# TASK TO CARRY OUT
Return the number of lines below that contain "Рибара"; nothing else belongs in the reply.

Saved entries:
*****
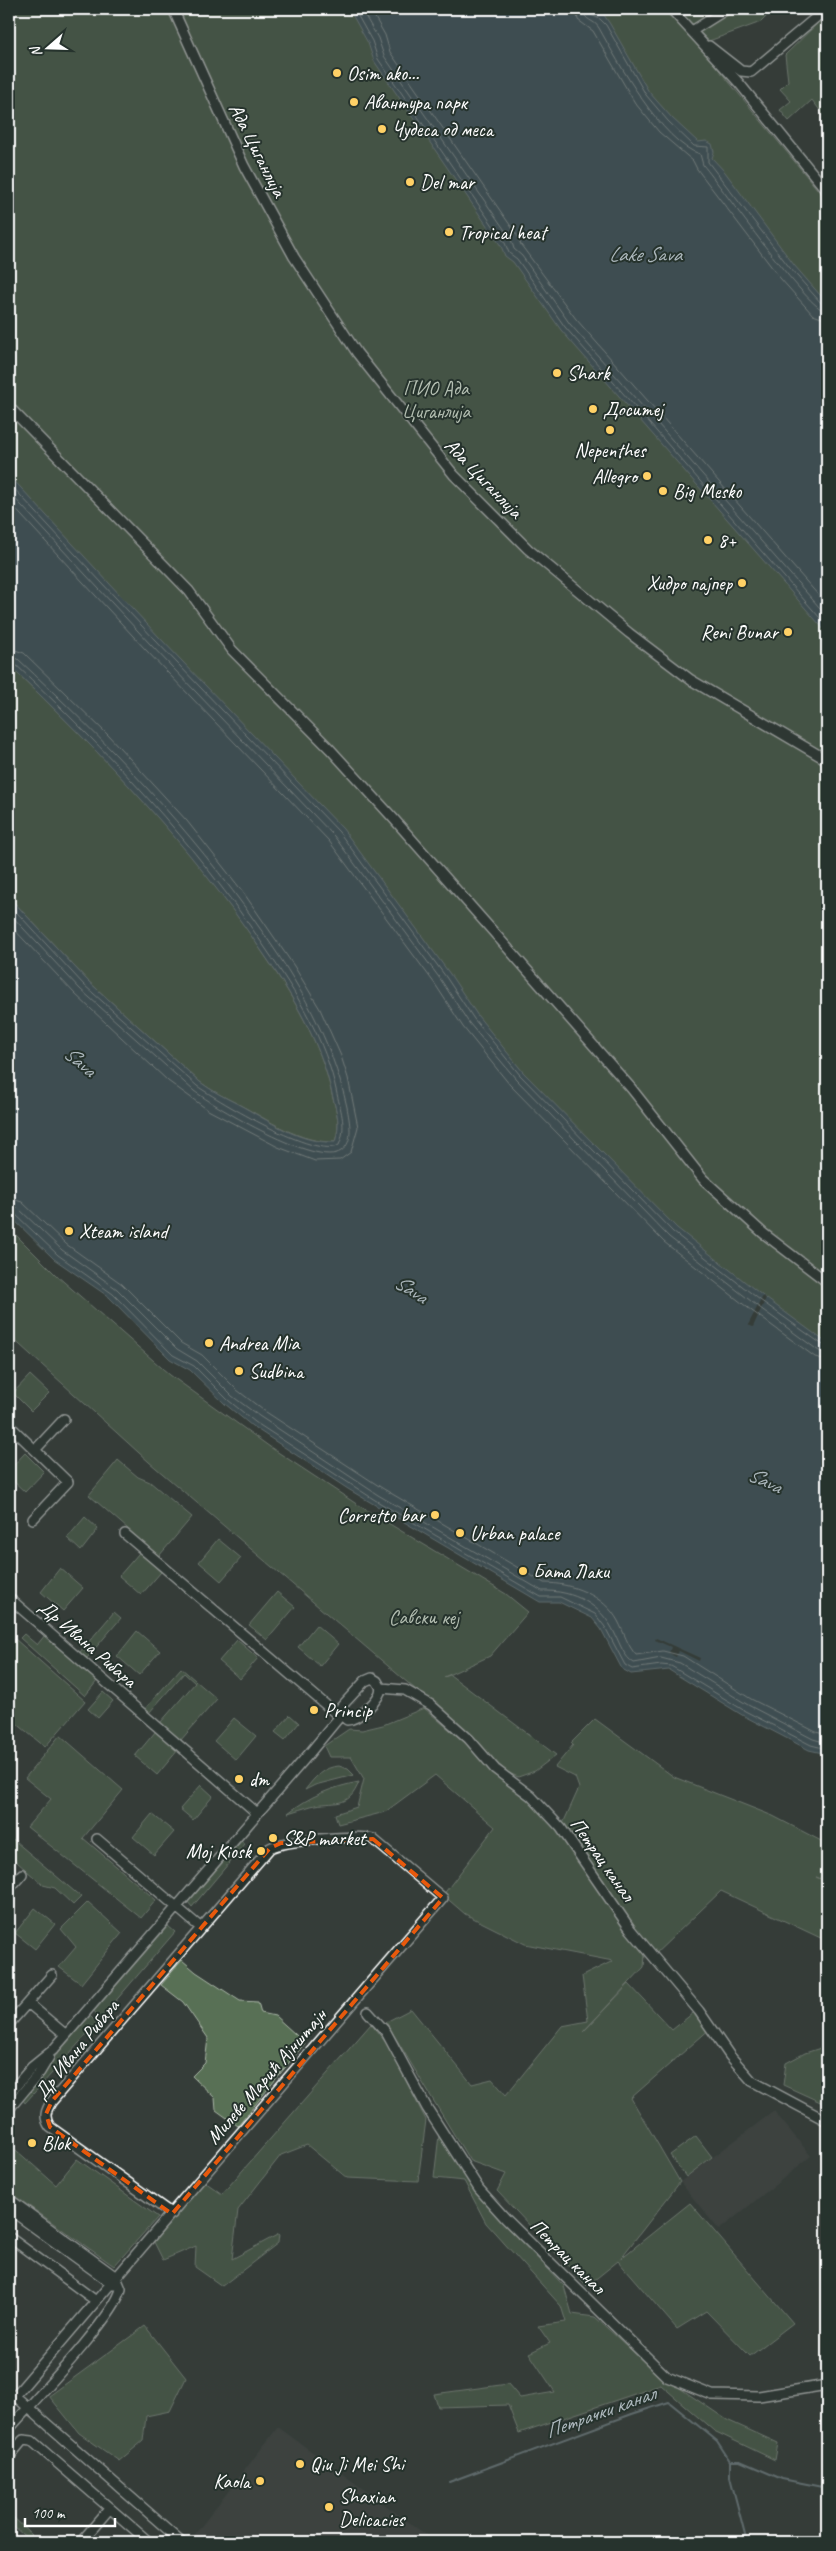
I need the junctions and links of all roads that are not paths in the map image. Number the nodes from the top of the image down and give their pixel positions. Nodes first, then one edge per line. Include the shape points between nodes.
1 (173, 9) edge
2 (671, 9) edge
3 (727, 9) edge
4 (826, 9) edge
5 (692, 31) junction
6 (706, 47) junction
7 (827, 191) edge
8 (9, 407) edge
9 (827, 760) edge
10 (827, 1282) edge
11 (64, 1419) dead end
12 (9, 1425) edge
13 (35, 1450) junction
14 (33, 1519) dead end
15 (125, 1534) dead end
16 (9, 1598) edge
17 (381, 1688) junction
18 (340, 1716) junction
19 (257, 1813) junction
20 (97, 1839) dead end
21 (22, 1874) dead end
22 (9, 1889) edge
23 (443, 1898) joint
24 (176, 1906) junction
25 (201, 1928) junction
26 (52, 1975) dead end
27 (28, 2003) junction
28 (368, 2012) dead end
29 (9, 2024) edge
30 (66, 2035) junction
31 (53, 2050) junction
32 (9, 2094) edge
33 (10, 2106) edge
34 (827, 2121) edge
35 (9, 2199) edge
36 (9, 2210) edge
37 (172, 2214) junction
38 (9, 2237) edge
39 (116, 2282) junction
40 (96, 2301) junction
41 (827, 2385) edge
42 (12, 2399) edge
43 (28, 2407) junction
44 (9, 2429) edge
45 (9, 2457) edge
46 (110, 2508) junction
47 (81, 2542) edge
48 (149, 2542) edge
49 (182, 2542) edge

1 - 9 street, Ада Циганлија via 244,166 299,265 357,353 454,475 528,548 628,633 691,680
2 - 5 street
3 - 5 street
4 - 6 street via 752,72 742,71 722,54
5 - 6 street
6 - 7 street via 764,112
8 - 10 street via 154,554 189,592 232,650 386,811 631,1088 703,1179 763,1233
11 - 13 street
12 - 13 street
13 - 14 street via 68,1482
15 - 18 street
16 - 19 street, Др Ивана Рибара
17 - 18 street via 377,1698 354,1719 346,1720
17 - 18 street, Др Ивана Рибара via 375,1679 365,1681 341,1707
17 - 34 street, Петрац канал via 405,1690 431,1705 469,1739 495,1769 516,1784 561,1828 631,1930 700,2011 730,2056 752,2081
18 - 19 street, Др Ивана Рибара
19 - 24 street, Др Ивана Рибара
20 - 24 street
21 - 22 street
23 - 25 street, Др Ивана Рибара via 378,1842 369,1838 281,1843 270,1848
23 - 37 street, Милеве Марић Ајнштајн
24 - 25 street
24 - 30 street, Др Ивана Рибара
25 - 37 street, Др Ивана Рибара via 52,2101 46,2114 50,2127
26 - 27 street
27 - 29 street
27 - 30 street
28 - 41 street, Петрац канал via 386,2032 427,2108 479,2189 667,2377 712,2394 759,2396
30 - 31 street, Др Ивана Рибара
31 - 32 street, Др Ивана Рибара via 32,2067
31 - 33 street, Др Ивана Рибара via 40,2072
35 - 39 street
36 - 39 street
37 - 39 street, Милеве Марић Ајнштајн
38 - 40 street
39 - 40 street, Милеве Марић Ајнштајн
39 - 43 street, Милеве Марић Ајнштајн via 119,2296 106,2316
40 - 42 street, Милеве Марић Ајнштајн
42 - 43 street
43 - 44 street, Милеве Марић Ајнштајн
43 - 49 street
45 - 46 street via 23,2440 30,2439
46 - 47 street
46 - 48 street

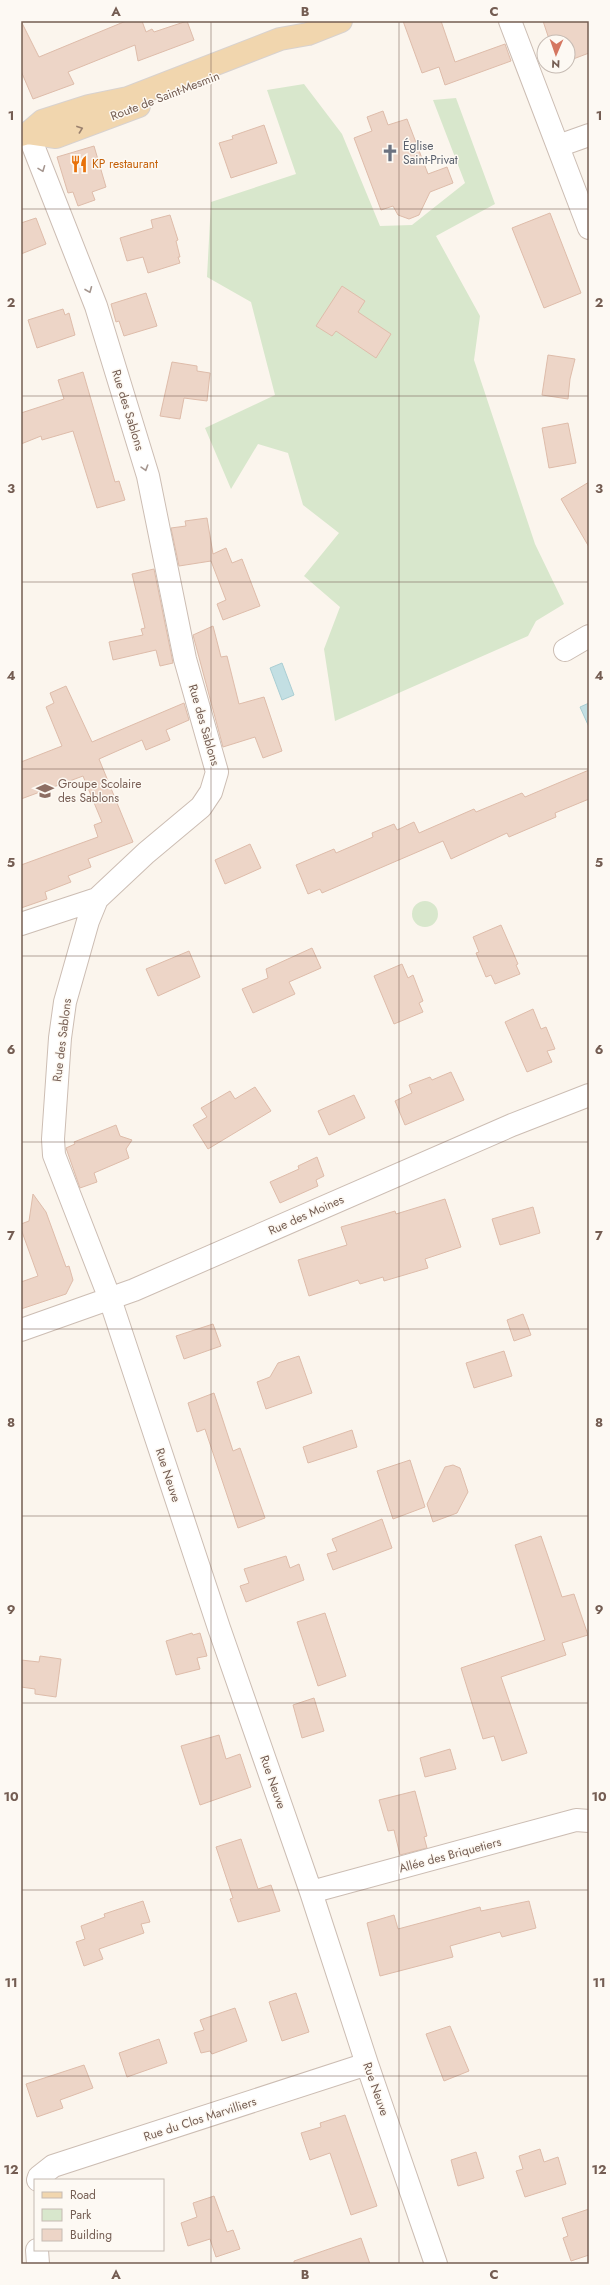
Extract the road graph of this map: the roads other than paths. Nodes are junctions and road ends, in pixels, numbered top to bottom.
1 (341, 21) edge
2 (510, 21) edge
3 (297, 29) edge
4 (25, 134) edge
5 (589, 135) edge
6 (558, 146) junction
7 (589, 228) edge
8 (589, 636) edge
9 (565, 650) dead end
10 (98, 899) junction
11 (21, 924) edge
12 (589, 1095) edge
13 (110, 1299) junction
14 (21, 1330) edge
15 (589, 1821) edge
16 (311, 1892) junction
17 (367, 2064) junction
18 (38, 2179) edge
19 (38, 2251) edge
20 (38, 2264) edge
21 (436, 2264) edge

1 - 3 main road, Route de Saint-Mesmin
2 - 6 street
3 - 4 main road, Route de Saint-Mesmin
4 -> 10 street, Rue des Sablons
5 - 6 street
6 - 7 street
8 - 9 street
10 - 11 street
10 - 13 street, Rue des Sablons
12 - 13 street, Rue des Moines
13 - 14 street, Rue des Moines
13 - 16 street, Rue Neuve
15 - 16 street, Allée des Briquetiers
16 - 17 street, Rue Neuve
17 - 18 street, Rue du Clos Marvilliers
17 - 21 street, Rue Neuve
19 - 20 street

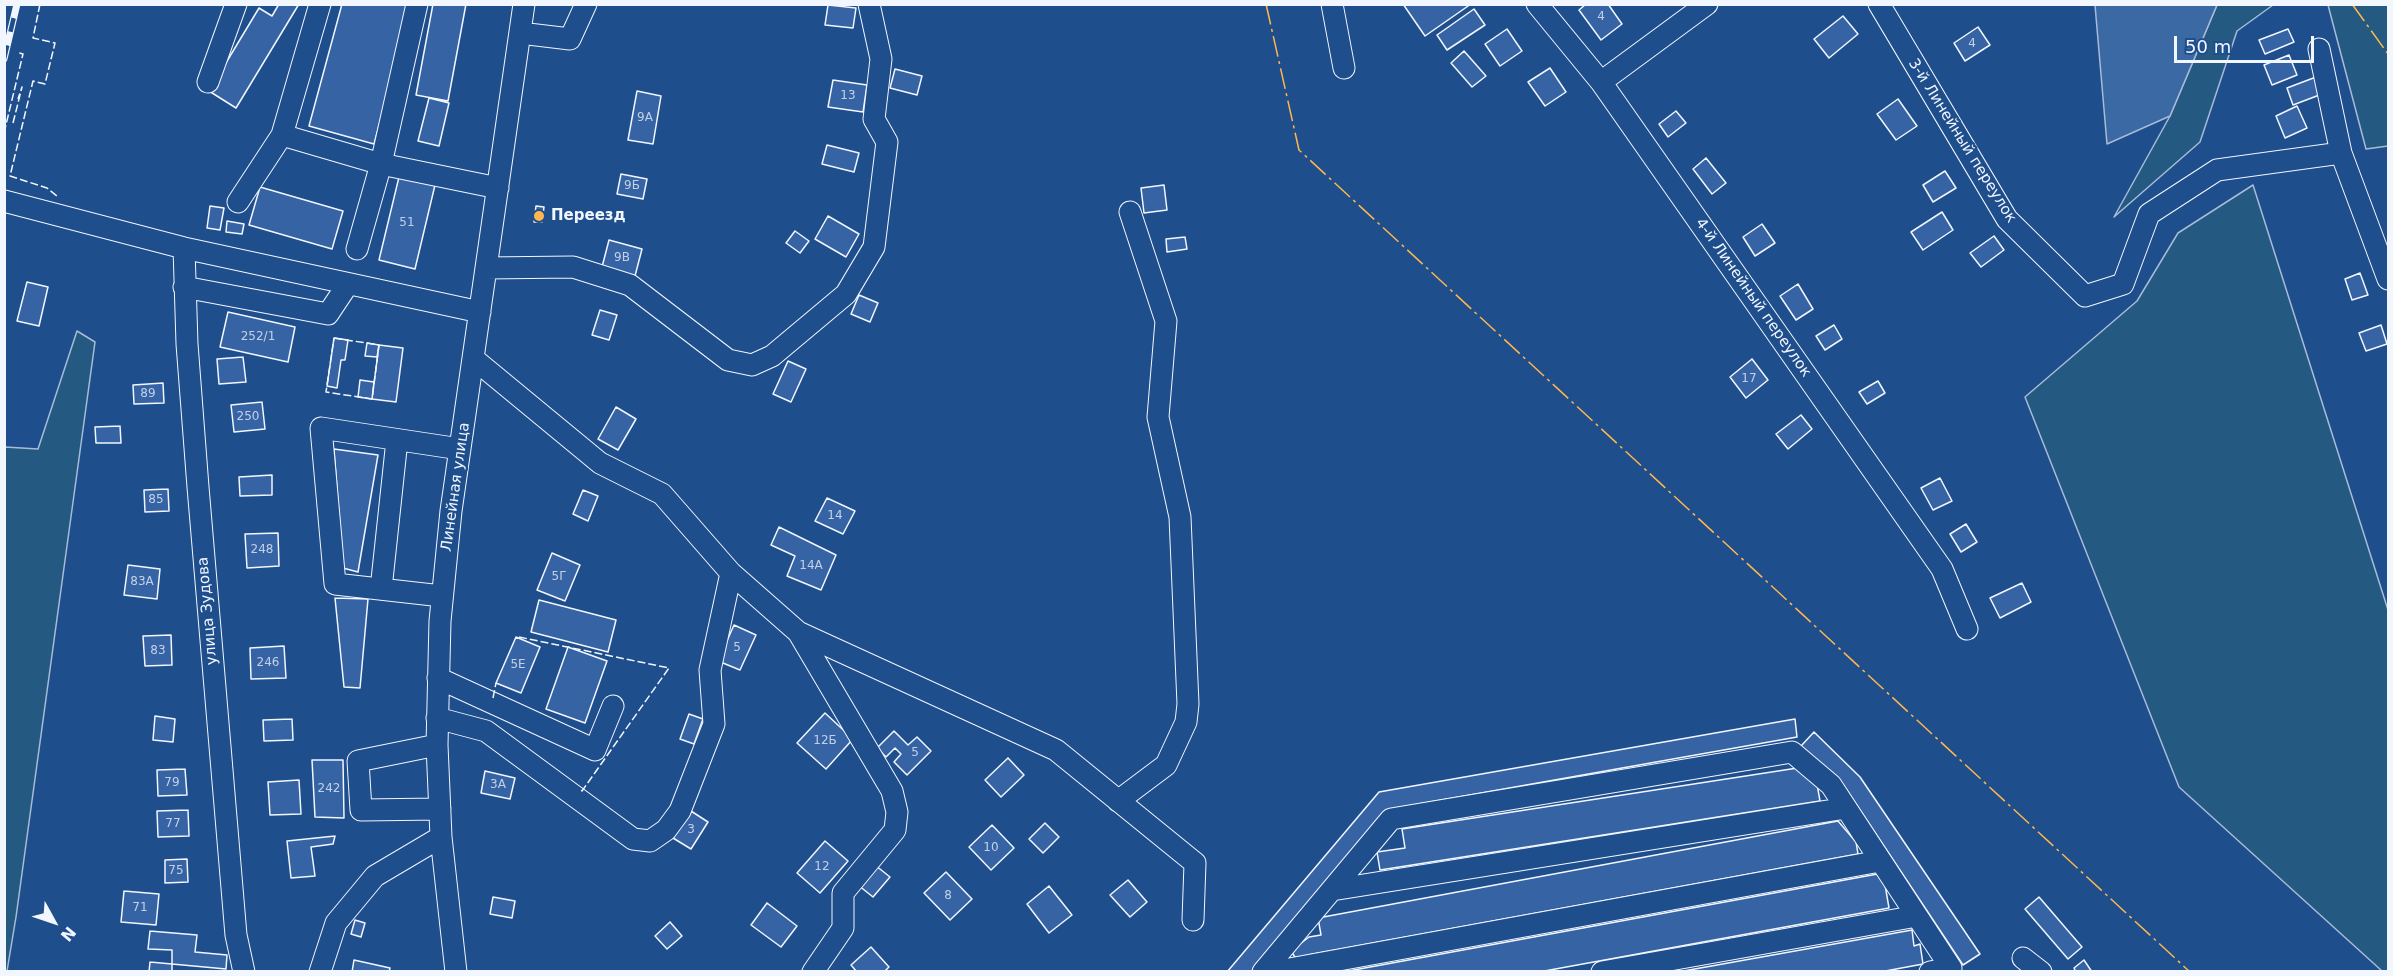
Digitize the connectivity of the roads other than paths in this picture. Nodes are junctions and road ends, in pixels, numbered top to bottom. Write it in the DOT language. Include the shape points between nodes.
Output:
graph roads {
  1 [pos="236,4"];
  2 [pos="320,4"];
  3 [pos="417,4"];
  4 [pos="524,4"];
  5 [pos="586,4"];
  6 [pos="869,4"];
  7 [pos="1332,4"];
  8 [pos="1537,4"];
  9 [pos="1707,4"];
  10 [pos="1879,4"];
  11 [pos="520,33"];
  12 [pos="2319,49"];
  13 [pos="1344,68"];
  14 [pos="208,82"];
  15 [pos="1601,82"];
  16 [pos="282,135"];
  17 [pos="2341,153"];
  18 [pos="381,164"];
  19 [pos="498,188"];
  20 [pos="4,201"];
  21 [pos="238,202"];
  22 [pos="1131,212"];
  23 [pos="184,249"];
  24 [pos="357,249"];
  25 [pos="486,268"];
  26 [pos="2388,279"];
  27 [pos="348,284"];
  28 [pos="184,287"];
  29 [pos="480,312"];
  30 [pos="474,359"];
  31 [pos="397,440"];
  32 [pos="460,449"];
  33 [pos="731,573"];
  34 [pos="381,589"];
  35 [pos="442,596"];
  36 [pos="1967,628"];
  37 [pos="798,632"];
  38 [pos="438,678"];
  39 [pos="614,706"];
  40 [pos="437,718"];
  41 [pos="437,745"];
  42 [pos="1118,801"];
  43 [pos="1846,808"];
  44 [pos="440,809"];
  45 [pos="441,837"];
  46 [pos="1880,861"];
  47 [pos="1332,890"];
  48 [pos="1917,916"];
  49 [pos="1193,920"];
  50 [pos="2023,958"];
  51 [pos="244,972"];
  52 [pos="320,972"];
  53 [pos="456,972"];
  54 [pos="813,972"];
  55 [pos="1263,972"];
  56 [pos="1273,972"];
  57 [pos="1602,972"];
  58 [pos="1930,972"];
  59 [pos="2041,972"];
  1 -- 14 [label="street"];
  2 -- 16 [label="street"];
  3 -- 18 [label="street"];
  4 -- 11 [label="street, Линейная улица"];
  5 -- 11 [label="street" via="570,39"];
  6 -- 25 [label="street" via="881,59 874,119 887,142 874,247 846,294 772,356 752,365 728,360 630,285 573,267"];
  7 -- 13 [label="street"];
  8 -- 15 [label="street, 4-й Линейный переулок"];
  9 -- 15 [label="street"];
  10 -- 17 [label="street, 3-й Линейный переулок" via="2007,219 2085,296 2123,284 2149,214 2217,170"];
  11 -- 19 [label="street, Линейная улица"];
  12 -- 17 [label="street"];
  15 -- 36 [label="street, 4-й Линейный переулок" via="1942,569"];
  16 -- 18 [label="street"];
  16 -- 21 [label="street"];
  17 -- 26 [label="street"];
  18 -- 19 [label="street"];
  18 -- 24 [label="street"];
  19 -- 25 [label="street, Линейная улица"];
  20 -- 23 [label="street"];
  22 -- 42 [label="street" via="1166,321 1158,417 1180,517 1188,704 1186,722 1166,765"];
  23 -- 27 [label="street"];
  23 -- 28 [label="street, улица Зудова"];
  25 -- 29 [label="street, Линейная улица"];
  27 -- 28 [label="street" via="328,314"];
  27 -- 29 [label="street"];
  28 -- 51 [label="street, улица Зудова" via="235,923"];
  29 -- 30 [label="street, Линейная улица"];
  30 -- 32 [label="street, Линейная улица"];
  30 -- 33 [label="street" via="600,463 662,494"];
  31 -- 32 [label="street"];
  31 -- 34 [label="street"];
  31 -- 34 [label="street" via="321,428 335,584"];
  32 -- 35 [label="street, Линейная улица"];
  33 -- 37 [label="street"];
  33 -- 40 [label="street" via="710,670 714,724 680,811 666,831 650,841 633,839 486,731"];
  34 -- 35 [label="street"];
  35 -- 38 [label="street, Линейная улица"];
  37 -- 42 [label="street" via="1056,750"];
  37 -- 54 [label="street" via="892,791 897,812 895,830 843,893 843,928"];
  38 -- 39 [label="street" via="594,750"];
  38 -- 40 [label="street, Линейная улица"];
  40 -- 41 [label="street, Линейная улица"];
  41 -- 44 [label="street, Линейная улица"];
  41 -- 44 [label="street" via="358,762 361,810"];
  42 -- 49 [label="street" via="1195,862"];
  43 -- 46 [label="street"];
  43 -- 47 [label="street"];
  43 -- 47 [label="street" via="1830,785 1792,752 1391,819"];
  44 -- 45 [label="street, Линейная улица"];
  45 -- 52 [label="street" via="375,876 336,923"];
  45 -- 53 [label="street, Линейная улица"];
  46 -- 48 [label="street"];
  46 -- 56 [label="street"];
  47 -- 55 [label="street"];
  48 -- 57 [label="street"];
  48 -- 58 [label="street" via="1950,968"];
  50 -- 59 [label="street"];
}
*****
# FINISHED EXERCISE
10